We believe the bread and wine become the actual Body and Blood of Jesus Christ. Not symbols. Not metaphors. The real thing.
This is the heart of Orthodox worship. Every Sunday at St. Michael’s, when Fr. Nicholas stands at the altar during the Divine Liturgy and the choir sings the Cherubic Hymn, something happens that defies explanation but demands belief. The gifts we bring, bread and wine, are transformed into Christ Himself. We receive Him. He becomes part of us, and we become part of Him.
It’s a Mystery, Not a Formula
If you’re coming from a Baptist background here in Beaumont, you’re used to communion as a memorial. Grape juice and crackers passed down the pews once a quarter, remembering what Jesus did. That’s not what we’re doing.
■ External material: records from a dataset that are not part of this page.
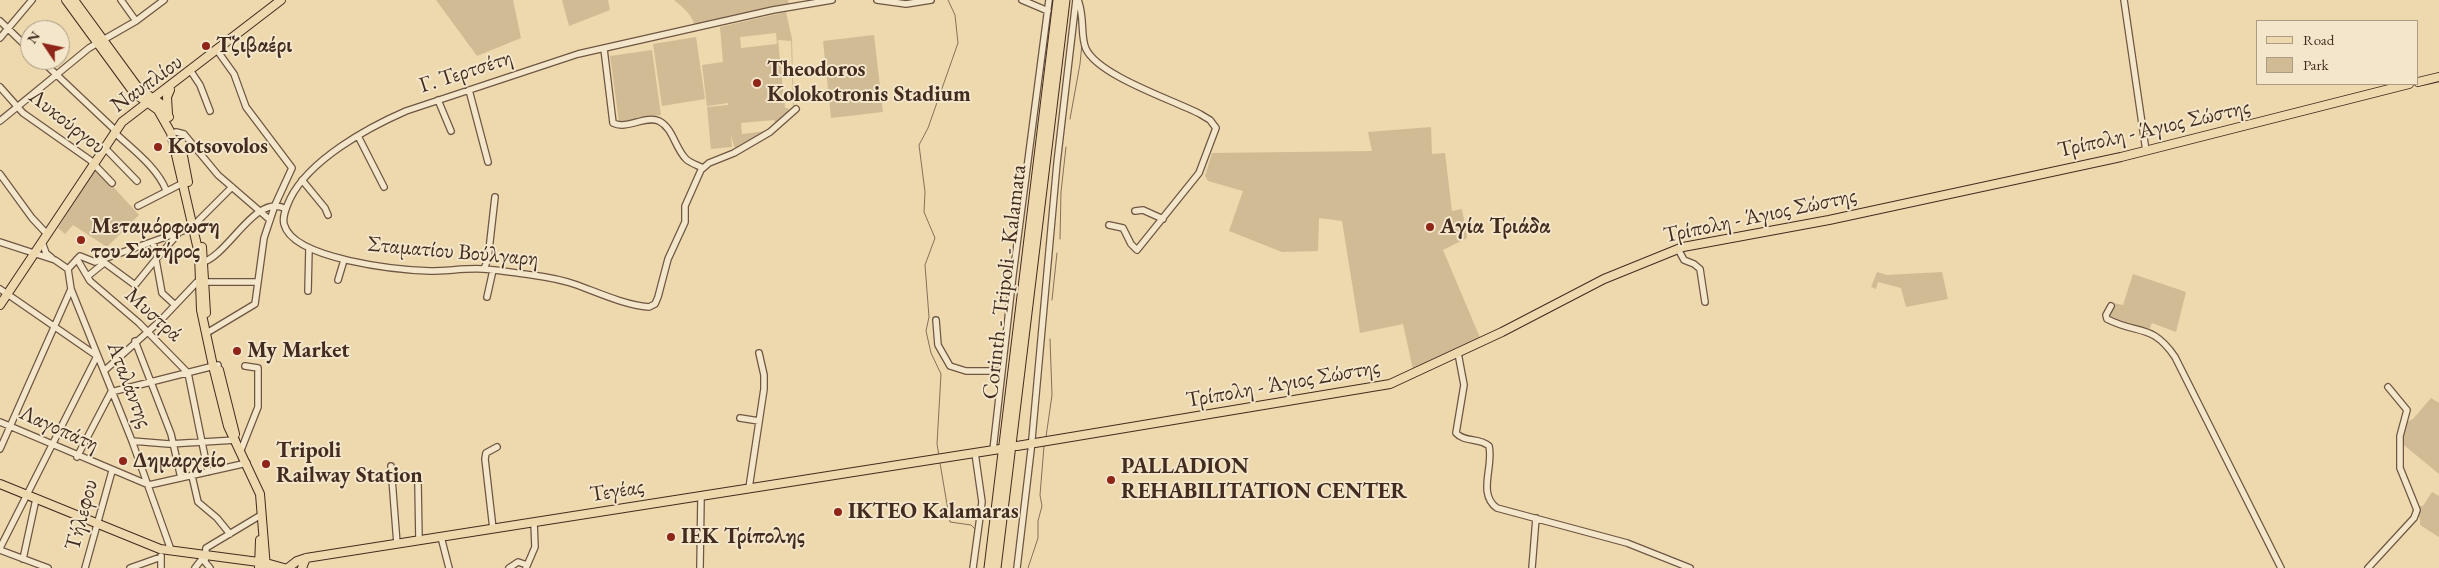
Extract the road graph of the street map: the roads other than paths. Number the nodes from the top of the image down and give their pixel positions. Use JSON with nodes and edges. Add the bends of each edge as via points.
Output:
{"nodes":[{"id":1,"x":32,"y":0,"type":"edge"},
{"id":2,"x":66,"y":0,"type":"edge"},
{"id":3,"x":74,"y":0,"type":"edge"},
{"id":4,"x":121,"y":0,"type":"edge"},
{"id":5,"x":164,"y":0,"type":"edge"},
{"id":6,"x":281,"y":0,"type":"edge"},
{"id":7,"x":289,"y":0,"type":"edge"},
{"id":8,"x":832,"y":0,"type":"edge"},
{"id":9,"x":877,"y":0,"type":"edge"},
{"id":10,"x":931,"y":0,"type":"edge"},
{"id":11,"x":1022,"y":0,"type":"edge"},
{"id":12,"x":1049,"y":0,"type":"edge"},
{"id":13,"x":1058,"y":0,"type":"edge"},
{"id":14,"x":1065,"y":0,"type":"edge"},
{"id":15,"x":1077,"y":0,"type":"edge"},
{"id":16,"x":2124,"y":0,"type":"edge"},
{"id":17,"x":1048,"y":12,"type":"junction"},
{"id":18,"x":136,"y":21,"type":"junction"},
{"id":19,"x":0,"y":22,"type":"edge"},
{"id":20,"x":8,"y":29,"type":"junction"},
{"id":21,"x":0,"y":38,"type":"edge"},
{"id":22,"x":20,"y":40,"type":"edge"},
{"id":23,"x":100,"y":41,"type":"junction"},
{"id":24,"x":604,"y":49,"type":"junction"},
{"id":25,"x":219,"y":53,"type":"junction"},
{"id":26,"x":51,"y":70,"type":"edge"},
{"id":27,"x":192,"y":73,"type":"junction"},
{"id":28,"x":56,"y":75,"type":"junction"},
{"id":29,"x":2439,"y":77,"type":"edge"},
{"id":30,"x":2419,"y":82,"type":"edge"},
{"id":31,"x":2405,"y":85,"type":"edge"},
{"id":32,"x":0,"y":87,"type":"edge"},
{"id":33,"x":170,"y":90,"type":"junction"},
{"id":34,"x":469,"y":90,"type":"junction"},
{"id":35,"x":134,"y":93,"type":"junction"},
{"id":36,"x":438,"y":100,"type":"junction"},
{"id":37,"x":151,"y":102,"type":"junction"},
{"id":38,"x":17,"y":108,"type":"junction"},
{"id":39,"x":796,"y":110,"type":"dead end"},
{"id":40,"x":210,"y":111,"type":"dead end"},
{"id":41,"x":132,"y":113,"type":"junction"},
{"id":42,"x":169,"y":118,"type":"junction"},
{"id":43,"x":0,"y":121,"type":"edge"},
{"id":44,"x":115,"y":131,"type":"junction"},
{"id":45,"x":451,"y":131,"type":"dead end"},
{"id":46,"x":176,"y":132,"type":"junction"},
{"id":47,"x":358,"y":136,"type":"junction"},
{"id":48,"x":104,"y":147,"type":"junction"},
{"id":49,"x":2146,"y":152,"type":"junction"},
{"id":50,"x":488,"y":162,"type":"dead end"},
{"id":51,"x":94,"y":163,"type":"junction"},
{"id":52,"x":703,"y":168,"type":"junction"},
{"id":53,"x":0,"y":174,"type":"edge"},
{"id":54,"x":302,"y":180,"type":"junction"},
{"id":55,"x":137,"y":181,"type":"dead end"},
{"id":56,"x":112,"y":183,"type":"dead end"},
{"id":57,"x":183,"y":183,"type":"junction"},
{"id":58,"x":232,"y":186,"type":"junction"},
{"id":59,"x":384,"y":187,"type":"dead end"},
{"id":60,"x":166,"y":190,"type":"junction"},
{"id":61,"x":495,"y":197,"type":"dead end"},
{"id":62,"x":275,"y":205,"type":"junction"},
{"id":63,"x":138,"y":206,"type":"dead end"},
{"id":64,"x":286,"y":209,"type":"junction"},
{"id":65,"x":260,"y":211,"type":"junction"},
{"id":66,"x":1135,"y":211,"type":"dead end"},
{"id":67,"x":328,"y":215,"type":"dead end"},
{"id":68,"x":1163,"y":219,"type":"junction"},
{"id":69,"x":270,"y":220,"type":"junction"},
{"id":70,"x":196,"y":225,"type":"junction"},
{"id":71,"x":1108,"y":225,"type":"dead end"},
{"id":72,"x":47,"y":234,"type":"junction"},
{"id":73,"x":178,"y":234,"type":"junction"},
{"id":74,"x":0,"y":242,"type":"edge"},
{"id":75,"x":42,"y":242,"type":"junction"},
{"id":76,"x":153,"y":242,"type":"junction"},
{"id":77,"x":308,"y":248,"type":"junction"},
{"id":78,"x":1678,"y":249,"type":"junction"},
{"id":79,"x":34,"y":254,"type":"junction"},
{"id":80,"x":79,"y":258,"type":"junction"},
{"id":81,"x":156,"y":259,"type":"junction"},
{"id":82,"x":55,"y":260,"type":"junction"},
{"id":83,"x":344,"y":260,"type":"junction"},
{"id":84,"x":103,"y":261,"type":"junction"},
{"id":85,"x":202,"y":263,"type":"junction"},
{"id":86,"x":68,"y":269,"type":"junction"},
{"id":87,"x":484,"y":269,"type":"junction"},
{"id":88,"x":492,"y":270,"type":"junction"},
{"id":89,"x":88,"y":276,"type":"junction"},
{"id":90,"x":202,"y":280,"type":"junction"},
{"id":91,"x":338,"y":280,"type":"dead end"},
{"id":92,"x":257,"y":282,"type":"junction"},
{"id":93,"x":0,"y":289,"type":"edge"},
{"id":94,"x":71,"y":289,"type":"junction"},
{"id":95,"x":308,"y":291,"type":"dead end"},
{"id":96,"x":7,"y":294,"type":"junction"},
{"id":97,"x":487,"y":297,"type":"dead end"},
{"id":98,"x":1705,"y":302,"type":"dead end"},
{"id":99,"x":174,"y":304,"type":"junction"},
{"id":100,"x":0,"y":305,"type":"edge"},
{"id":101,"x":2111,"y":306,"type":"dead end"},
{"id":102,"x":936,"y":320,"type":"dead end"},
{"id":103,"x":54,"y":326,"type":"junction"},
{"id":104,"x":147,"y":331,"type":"junction"},
{"id":105,"x":210,"y":331,"type":"junction"},
{"id":106,"x":135,"y":341,"type":"junction"},
{"id":107,"x":759,"y":353,"type":"dead end"},
{"id":108,"x":1458,"y":353,"type":"junction"},
{"id":109,"x":97,"y":356,"type":"junction"},
{"id":110,"x":215,"y":366,"type":"junction"},
{"id":111,"x":245,"y":366,"type":"dead end"},
{"id":112,"x":104,"y":371,"type":"junction"},
{"id":113,"x":1002,"y":371,"type":"junction"},
{"id":114,"x":188,"y":373,"type":"junction"},
{"id":115,"x":152,"y":382,"type":"junction"},
{"id":116,"x":2388,"y":387,"type":"dead end"},
{"id":117,"x":111,"y":392,"type":"junction"},
{"id":118,"x":740,"y":418,"type":"dead end"},
{"id":119,"x":759,"y":421,"type":"junction"},
{"id":120,"x":0,"y":422,"type":"edge"},
{"id":121,"x":10,"y":426,"type":"junction"},
{"id":122,"x":236,"y":440,"type":"junction"},
{"id":123,"x":132,"y":441,"type":"junction"},
{"id":124,"x":204,"y":443,"type":"junction"},
{"id":125,"x":174,"y":444,"type":"junction"},
{"id":126,"x":1031,"y":444,"type":"junction"},
{"id":127,"x":51,"y":445,"type":"junction"},
{"id":128,"x":1017,"y":446,"type":"dead end"},
{"id":129,"x":497,"y":447,"type":"dead end"},
{"id":130,"x":0,"y":449,"type":"edge"},
{"id":131,"x":240,"y":450,"type":"junction"},
{"id":132,"x":996,"y":450,"type":"joint"},
{"id":133,"x":974,"y":453,"type":"junction"},
{"id":134,"x":77,"y":456,"type":"junction"},
{"id":135,"x":247,"y":463,"type":"junction"},
{"id":136,"x":391,"y":466,"type":"dead end"},
{"id":137,"x":112,"y":471,"type":"junction"},
{"id":138,"x":208,"y":472,"type":"junction"},
{"id":139,"x":192,"y":476,"type":"junction"},
{"id":140,"x":181,"y":478,"type":"junction"},
{"id":141,"x":418,"y":482,"type":"dead end"},
{"id":142,"x":0,"y":484,"type":"edge"},
{"id":143,"x":148,"y":485,"type":"junction"},
{"id":144,"x":749,"y":488,"type":"junction"},
{"id":145,"x":26,"y":495,"type":"junction"},
{"id":146,"x":701,"y":496,"type":"junction"},
{"id":147,"x":36,"y":499,"type":"junction"},
{"id":148,"x":261,"y":515,"type":"junction"},
{"id":149,"x":1536,"y":518,"type":"junction"},
{"id":150,"x":97,"y":522,"type":"junction"},
{"id":151,"x":534,"y":522,"type":"junction"},
{"id":152,"x":493,"y":529,"type":"junction"},
{"id":153,"x":230,"y":534,"type":"junction"},
{"id":154,"x":441,"y":537,"type":"junction"},
{"id":155,"x":419,"y":540,"type":"junction"},
{"id":156,"x":397,"y":544,"type":"junction"},
{"id":157,"x":160,"y":548,"type":"junction"},
{"id":158,"x":0,"y":549,"type":"edge"},
{"id":159,"x":172,"y":550,"type":"junction"},
{"id":160,"x":205,"y":556,"type":"junction"},
{"id":161,"x":161,"y":557,"type":"junction"},
{"id":162,"x":306,"y":558,"type":"junction"},
{"id":163,"x":23,"y":559,"type":"junction"},
{"id":164,"x":263,"y":566,"type":"edge"},
{"id":165,"x":526,"y":566,"type":"edge"},
{"id":166,"x":48,"y":568,"type":"edge"},
{"id":167,"x":86,"y":568,"type":"edge"},
{"id":168,"x":134,"y":568,"type":"edge"},
{"id":169,"x":161,"y":568,"type":"edge"},
{"id":170,"x":195,"y":568,"type":"edge"},
{"id":171,"x":210,"y":568,"type":"edge"},
{"id":172,"x":286,"y":568,"type":"edge"},
{"id":173,"x":302,"y":568,"type":"edge"},
{"id":174,"x":449,"y":568,"type":"edge"},
{"id":175,"x":509,"y":568,"type":"edge"},
{"id":176,"x":700,"y":568,"type":"edge"},
{"id":177,"x":974,"y":568,"type":"edge"},
{"id":178,"x":989,"y":568,"type":"edge"},
{"id":179,"x":996,"y":568,"type":"edge"},
{"id":180,"x":1017,"y":568,"type":"edge"},
{"id":181,"x":1532,"y":568,"type":"edge"},
{"id":182,"x":1690,"y":568,"type":"edge"},
{"id":183,"x":2281,"y":568,"type":"edge"},
{"id":184,"x":2368,"y":568,"type":"edge"}],
"edges":[{"from":1,"to":20,"type":"street"},
{"from":2,"to":23,"type":"main road"},
{"from":3,"to":23,"type":"main road"},
{"from":4,"to":18,"type":"street"},
{"from":5,"to":18,"type":"street"},
{"from":6,"to":37,"type":"main road","name":"Ναυπλίου"},
{"from":7,"to":25,"type":"main road","name":"Ναυπλίου"},
{"from":8,"to":24,"type":"street","name":"Γ. Τερτσέτη"},
{"from":9,"to":10,"type":"street","via":[[906,4]]},
{"from":11,"to":17,"type":"street"},
{"from":12,"to":17,"type":"street"},
{"from":13,"to":178,"type":"highway","name":"Corinth - Tripoli - Kalamata"},
{"from":14,"to":179,"type":"highway","name":"Corinth - Tripoli - Kalamata"},
{"from":15,"to":68,"type":"street","via":[[1086,48],[1097,62],[1124,80],[1200,114],[1215,125],[1213,139],[1199,173]]},
{"from":15,"to":126,"type":"street","via":[[1056,164]]},
{"from":16,"to":49,"type":"street"},
{"from":17,"to":113,"type":"street"},
{"from":18,"to":23,"type":"street"},
{"from":19,"to":20,"type":"street"},
{"from":20,"to":21,"type":"street"},
{"from":20,"to":22,"type":"street"},
{"from":23,"to":28,"type":"street"},
{"from":23,"to":35,"type":"main road"},
{"from":23,"to":37,"type":"main road"},
{"from":24,"to":34,"type":"street","name":"Γ. Τερτσέτη","via":[[570,56]]},
{"from":24,"to":52,"type":"street","via":[[613,123],[660,122],[686,159]]},
{"from":25,"to":27,"type":"main road","name":"Ναυπλίου"},
{"from":25,"to":62,"type":"street","via":[[234,74],[246,107],[292,168]]},
{"from":26,"to":28,"type":"street"},
{"from":27,"to":33,"type":"main road","name":"Ναυπλίου"},
{"from":27,"to":40,"type":"street"},
{"from":28,"to":38,"type":"street"},
{"from":28,"to":44,"type":"street"},
{"from":29,"to":30,"type":"main road"},
{"from":31,"to":49,"type":"main road","name":"Τρίπολη - Άγιος Σώστης"},
{"from":32,"to":38,"type":"street","name":"Λυκούργου"},
{"from":33,"to":37,"type":"main road","name":"Ναυπλίου"},
{"from":33,"to":42,"type":"main road","via":[[167,102]]},
{"from":34,"to":36,"type":"street","name":"Γ. Τερτσέτη"},
{"from":34,"to":50,"type":"street"},
{"from":35,"to":37,"type":"main road"},
{"from":35,"to":41,"type":"main road","via":[[137,101]]},
{"from":36,"to":45,"type":"street"},
{"from":36,"to":47,"type":"street","name":"Γ. Τερτσέτη","via":[[393,117]]},
{"from":37,"to":41,"type":"main road","name":"Ναυπλίου"},
{"from":37,"to":42,"type":"main road"},
{"from":37,"to":44,"type":"main road","name":"Ναυπλίου"},
{"from":37,"to":57,"type":"main road","via":[[169,128]]},
{"from":38,"to":43,"type":"street"},
{"from":38,"to":51,"type":"street","name":"Λυκούργου"},
{"from":39,"to":52,"type":"street","via":[[770,132]]},
{"from":41,"to":44,"type":"main road","name":"Ναυπλίου"},
{"from":42,"to":46,"type":"main road"},
{"from":44,"to":48,"type":"main road"},
{"from":44,"to":60,"type":"street","via":[[163,181]]},
{"from":46,"to":58,"type":"street","via":[[184,134],[213,170]]},
{"from":46,"to":70,"type":"main road"},
{"from":47,"to":54,"type":"street","name":"Γ. Τερτσέτη"},
{"from":47,"to":59,"type":"street"},
{"from":48,"to":51,"type":"main road"},
{"from":48,"to":55,"type":"street"},
{"from":49,"to":78,"type":"main road","name":"Τρίπολη - Άγιος Σώστης"},
{"from":51,"to":56,"type":"street","name":"Λυκούργου"},
{"from":51,"to":72,"type":"main road"},
{"from":52,"to":88,"type":"street","name":"Σταματίου Βούλγαρη","via":[[685,206],[685,222],[652,306],[616,299],[550,278]]},
{"from":53,"to":72,"type":"street"},
{"from":54,"to":64,"type":"street","name":"Γ. Τερτσέτη"},
{"from":54,"to":67,"type":"street"},
{"from":57,"to":60,"type":"street"},
{"from":57,"to":70,"type":"main road"},
{"from":58,"to":65,"type":"street"},
{"from":58,"to":70,"type":"street"},
{"from":60,"to":63,"type":"street"},
{"from":61,"to":87,"type":"street"},
{"from":62,"to":64,"type":"street"},
{"from":62,"to":65,"type":"street"},
{"from":62,"to":69,"type":"street"},
{"from":64,"to":77,"type":"street","name":"Σταματίου Βούλγαρη","via":[[285,228]]},
{"from":65,"to":69,"type":"street"},
{"from":65,"to":85,"type":"street","via":[[217,254]]},
{"from":66,"to":68,"type":"street","via":[[1143,210]]},
{"from":68,"to":71,"type":"street","via":[[1137,250],[1122,228]]},
{"from":69,"to":92,"type":"street","via":[[261,249]]},
{"from":70,"to":73,"type":"street"},
{"from":70,"to":85,"type":"main road"},
{"from":72,"to":75,"type":"main road"},
{"from":73,"to":76,"type":"street"},
{"from":73,"to":81,"type":"street"},
{"from":74,"to":79,"type":"street"},
{"from":75,"to":79,"type":"main road"},
{"from":75,"to":82,"type":"street","via":[[46,253]]},
{"from":76,"to":81,"type":"street"},
{"from":76,"to":84,"type":"street"},
{"from":77,"to":83,"type":"street","name":"Σταματίου Βούλγαρη"},
{"from":77,"to":95,"type":"street"},
{"from":78,"to":98,"type":"street","via":[[1684,260],[1700,270]]},
{"from":78,"to":108,"type":"main road","name":"Τρίπολη - Άγιος Σώστης","via":[[1604,279]]},
{"from":79,"to":82,"type":"street"},
{"from":79,"to":96,"type":"main road"},
{"from":80,"to":84,"type":"street"},
{"from":80,"to":86,"type":"street"},
{"from":80,"to":89,"type":"street","name":"Μυστρά"},
{"from":81,"to":84,"type":"street","via":[[135,285]]},
{"from":81,"to":99,"type":"street","via":[[162,293]]},
{"from":82,"to":86,"type":"street"},
{"from":83,"to":87,"type":"street","name":"Σταματίου Βούλγαρη","via":[[413,270]]},
{"from":83,"to":91,"type":"street"},
{"from":84,"to":89,"type":"street"},
{"from":85,"to":90,"type":"main road"},
{"from":86,"to":94,"type":"street","name":"Αταλάντης"},
{"from":87,"to":88,"type":"street","name":"Σταματίου Βούλγαρη"},
{"from":88,"to":97,"type":"street"},
{"from":89,"to":104,"type":"street","name":"Μυστρά","via":[[97,288]]},
{"from":90,"to":92,"type":"street"},
{"from":90,"to":99,"type":"street"},
{"from":90,"to":105,"type":"main road"},
{"from":90,"to":110,"type":"main road","via":[[201,310]]},
{"from":92,"to":105,"type":"street","via":[[253,307],[238,312]]},
{"from":93,"to":96,"type":"street"},
{"from":94,"to":103,"type":"street"},
{"from":94,"to":109,"type":"street","name":"Αταλάντης"},
{"from":96,"to":100,"type":"main road"},
{"from":96,"to":103,"type":"street"},
{"from":99,"to":104,"type":"street"},
{"from":101,"to":183,"type":"street","via":[[2107,319],[2155,335],[2175,357]]},
{"from":102,"to":113,"type":"street","via":[[938,345],[950,366],[966,371]]},
{"from":103,"to":109,"type":"street"},
{"from":103,"to":121,"type":"street"},
{"from":104,"to":106,"type":"street"},
{"from":104,"to":114,"type":"street","name":"Μυστρά"},
{"from":105,"to":110,"type":"main road"},
{"from":106,"to":112,"type":"street"},
{"from":106,"to":115,"type":"street"},
{"from":107,"to":119,"type":"street","via":[[764,382]]},
{"from":108,"to":126,"type":"main road","name":"Τρίπολη - Άγιος Σώστης","via":[[1393,383],[1373,388]]},
{"from":108,"to":149,"type":"street","via":[[1464,385],[1456,433],[1489,446],[1487,493],[1492,505]]},
{"from":109,"to":112,"type":"street","name":"Αταλάντης"},
{"from":109,"to":127,"type":"street"},
{"from":110,"to":114,"type":"street"},
{"from":110,"to":122,"type":"main road"},
{"from":111,"to":131,"type":"street","via":[[258,368],[259,402]]},
{"from":112,"to":117,"type":"street","name":"Αταλάντης"},
{"from":113,"to":132,"type":"street"},
{"from":114,"to":115,"type":"street"},
{"from":114,"to":124,"type":"street"},
{"from":115,"to":117,"type":"street"},
{"from":115,"to":125,"type":"street"},
{"from":116,"to":184,"type":"street","via":[[2407,410],[2400,436],[2400,468],[2418,510]]},
{"from":117,"to":123,"type":"street","name":"Αταλάντης"},
{"from":117,"to":134,"type":"street"},
{"from":118,"to":119,"type":"street"},
{"from":119,"to":144,"type":"street"},
{"from":120,"to":121,"type":"street","name":"Λαγοπάτη"},
{"from":121,"to":127,"type":"street","name":"Λαγοπάτη"},
{"from":121,"to":130,"type":"street"},
{"from":122,"to":124,"type":"street"},
{"from":122,"to":131,"type":"main road"},
{"from":123,"to":125,"type":"street"},
{"from":123,"to":143,"type":"street","name":"Αταλάντης"},
{"from":124,"to":125,"type":"street"},
{"from":124,"to":138,"type":"street"},
{"from":125,"to":140,"type":"street"},
{"from":126,"to":128,"type":"main road","name":"Τρίπολη - Άγιος Σώστης"},
{"from":126,"to":180,"type":"street"},
{"from":127,"to":134,"type":"street","name":"Λαγοπάτη"},
{"from":127,"to":145,"type":"street"},
{"from":129,"to":152,"type":"street","via":[[486,454],[485,459]]},
{"from":131,"to":135,"type":"main road"},
{"from":132,"to":133,"type":"main road"},
{"from":133,"to":144,"type":"main road","name":"Τεγέας"},
{"from":133,"to":177,"type":"street","via":[[982,502]]},
{"from":134,"to":137,"type":"street","name":"Λαγοπάτη"},
{"from":135,"to":138,"type":"street"},
{"from":135,"to":148,"type":"main road","via":[[260,494]]},
{"from":136,"to":156,"type":"street"},
{"from":137,"to":143,"type":"street","name":"Λαγοπάτη"},
{"from":137,"to":150,"type":"street","name":"Τήλεφου"},
{"from":138,"to":139,"type":"street"},
{"from":139,"to":140,"type":"street"},
{"from":139,"to":153,"type":"street","via":[[198,502]]},
{"from":140,"to":143,"type":"street"},
{"from":141,"to":155,"type":"street"},
{"from":142,"to":145,"type":"main road"},
{"from":143,"to":159,"type":"street","name":"Αταλάντης"},
{"from":144,"to":146,"type":"main road","name":"Τεγέας"},
{"from":145,"to":147,"type":"main road"},
{"from":145,"to":158,"type":"street"},
{"from":146,"to":151,"type":"main road","name":"Τεγέας"},
{"from":146,"to":176,"type":"street"},
{"from":147,"to":150,"type":"main road"},
{"from":147,"to":163,"type":"street"},
{"from":148,"to":153,"type":"street"},
{"from":148,"to":164,"type":"main road"},
{"from":149,"to":181,"type":"street"},
{"from":149,"to":182,"type":"street","via":[[1628,543]]},
{"from":150,"to":157,"type":"main road"},
{"from":150,"to":167,"type":"street","name":"Τήλεφου"},
{"from":151,"to":152,"type":"main road","name":"Τεγέας"},
{"from":151,"to":165,"type":"street","via":[[534,547]]},
{"from":152,"to":154,"type":"main road","name":"Τεγέας"},
{"from":153,"to":160,"type":"street","via":[[206,548]]},
{"from":154,"to":155,"type":"main road","name":"Τεγέας"},
{"from":154,"to":174,"type":"street"},
{"from":155,"to":156,"type":"main road","name":"Τεγέας"},
{"from":156,"to":162,"type":"main road","name":"Τεγέας"},
{"from":157,"to":159,"type":"main road"},
{"from":157,"to":161,"type":"street"},
{"from":158,"to":163,"type":"street"},
{"from":159,"to":160,"type":"main road"},
{"from":160,"to":164,"type":"main road"},
{"from":160,"to":170,"type":"street"},
{"from":160,"to":171,"type":"street"},
{"from":161,"to":168,"type":"street"},
{"from":161,"to":169,"type":"street"},
{"from":162,"to":172,"type":"main road"},
{"from":162,"to":173,"type":"main road"},
{"from":163,"to":166,"type":"street"},
{"from":164,"to":172,"type":"main road"},
{"from":165,"to":175,"type":"street","via":[[518,562]]}]}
If you’re coming from a Catholic background, you might know the word “transubstantiation”, the philosophical explanation using Aristotelian categories about substance and accidents changing at the moment the priest says “This is my body.” That’s not quite what we’re doing either.
We don’t have a formula. We have a mystery.
The Orthodox Church has always refused to explain exactly how the bread and wine become Christ’s Body and Blood. We know that they do. We know it happens through the Holy Spirit. We know Christ promised it and the Church has believed it from the beginning. But we don’t reduce it to a philosophical system or a precise moment you can pinpoint with a stopwatch.
St. John Chrysostom, one of our greatest teachers (and the one who wrote the liturgy we use most Sundays), simply said to receive it in faith. Don’t dissect it. Receive it.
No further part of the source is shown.